# Pushmatic panels?



## 99cents (Aug 20, 2012)

Ultimately, it's up to the customer to decide. They're obsolete. Any circuit breaker can get old and tired. At least Pushmatics weren't garbage fresh out of the box like Stab Loks were.

My experience with panel swaps is that, if it isn't an easy sell, you're not going to sell it.


----------



## Travvy (Sep 17, 2017)

99cents said:


> Ultimately, it's up to the customer to decide. They're obsolete. Any circuit breaker can get old and tired. At least Pushmatics weren't garbage fresh out of the box like Stab Loks were.
> 
> My experience with panel swaps is that, if it isn't an easy sell, you're not going to sell it.


So you wouldn’t say they’re inherently dangerous simply because they’re pushmatic?


----------



## MDShunk (Jan 7, 2007)

Not only are they not dangerous, I maintain that they were perhaps the finest residential panel ever made. They were the only resi bolt-on panel. You'll never find a properly installed pushmatic with a burned up breaker-to-bus connection, unlike almost every other brand (the single most common failure mode in a resi panel). 

The trouble came as the panels aged, particularly in outdoor installations, when the operating mechanism wouldn't reliably turn the breaker off. They'd trip if they ever needed to, but the manual pushbutton would get fussy.


----------



## MTW (Aug 28, 2013)

MDShunk said:


> Not only are they not dangerous, I maintain that they were perhaps the finest residential panel ever made. They were the only resi bolt-on panel. You'll never find a properly installed pushmatic with a burned up breaker-to-bus connection, unlike almost every other brand (the single most common failure mode in a resi panel).


Rust and water intrusion has destroyed the few Pushmatics I have seen or worked on since they are so old at this point. Otherwise I agree with you. They are very good quality.


----------



## Signal1 (Feb 10, 2016)

I concur with the above.

While now obsolete, Pushmatics were a fine product in their day. I wouldn't consider them an immediate danger. 

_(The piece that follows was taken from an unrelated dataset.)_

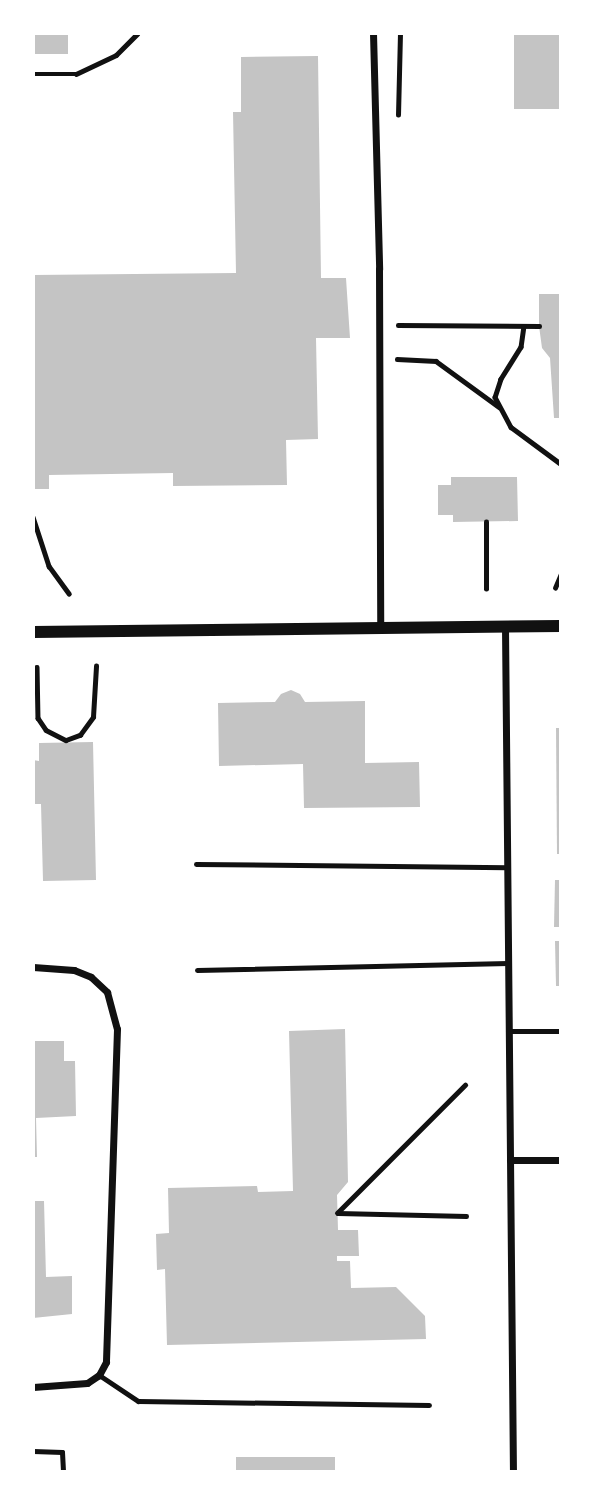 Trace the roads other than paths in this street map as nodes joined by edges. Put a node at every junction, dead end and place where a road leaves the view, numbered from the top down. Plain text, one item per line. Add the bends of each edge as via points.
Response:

The thing is that everything has a lifespan, so if you can sell an upgrade, sell an upgrade.


----------



## joebanana (Dec 21, 2010)

At the very least, exercise them, and do a V/D, and leakage test on them. 

Blow out the cob webs, check connections, and you're good to go.


----------



## Forge Boyz (Nov 7, 2014)

And today I was at a machine shop that had a pushmatic panel fed from a 240 x 120/240 transformer tapped to about 270v. Apparently when the shop was built in 1977 someone got a bunch of 277v lights from a school that was demoed or remolded. 

Sent from my Moto Z (2) using Tapatalk


----------



## JRaef (Mar 23, 2009)

Pushmatic just went away (as a brand) when their parent company Bulldog was sold to ITE, who was then sold to Siemens and became redundant in the Siemens / Murray product lines, but they were never recalled. The biggest problem with Pushmatic is just that replacements are harder to find, and you can't get AFCIs for when you do remodels or additions.



I don't believe there was a "recall" on FPE breakers either. FPE went under long before the concept of widespread product recalls took hold. In fact the only breakers that have been officially recalled are products still for sale to this day from Siemens, Schneider (Sq. D), Eaton and GE, who have all had recalls of specific manufacturing batches because of (usually) defective materials.


----------



## 3DDesign (Oct 25, 2014)

In this area, insurance companies like State Farm will force the owner to replace the service entrance if they see Pushmatic. The mechanical action of that style breaker prevents it from tripping sometimes.


----------



## eddy current (Feb 28, 2009)

Also the phasing is odd. One side of the panel is a phase, the other side another phase.


----------



## 99cents (Aug 20, 2012)

eddy current said:


> Also the phasing is odd. One side of the panel is a phase, the other side another phase.


Did I actually catch you on someting, eddy? One line on the left, one line on the right  .


----------



## 99cents (Aug 20, 2012)

3DDesign said:


> In this area, insurance companies like State Farm will force the owner to replace the service entrance if they see Pushmatic. The mechanical action of that style breaker prevents it from tripping sometimes.


The mechanical action of any breaker can get sticky if it isn't exercised. The kld Stab Loks seem to be the worst. They squeak when you exercise them.


----------



## active1 (Dec 29, 2009)

Like said above the only resi bolt in panel.
Left side is all A phase & right is all B phase, not A, B, A, B.

The breakers are wider, so I don't know if I seen more then 20 circuit panels.
A 40 circuit would be very tall for resi.
I think they may have made mini breakers, 2 breakers in 1 spot.
And a few GFI breakers.
Never any AF breakers.

So if you need to add a few circuits & their is no room, cant get an AF breaker, new replacement breakers are expensive & not readily available. It may just make sense when doing a project to change the panel.


----------



## eddy current (Feb 28, 2009)

MDShunk said:


> They were the only resi bolt-on panel.


Did you guys (USA) not have those sylvania / commander bolt on panels for ressi?

I’ve seen more of those than any other old ressi breaker panels around here.


----------



## JoeSparky (Mar 25, 2010)

Only seen 2 commander panels in my life. Both were in modular houses built in Canada.


----------



## papaotis (Jun 8, 2013)

if you are trying to save time-money, pushmatic breakers are still available from seimens and not all that expensive. however it is an upsale situation


----------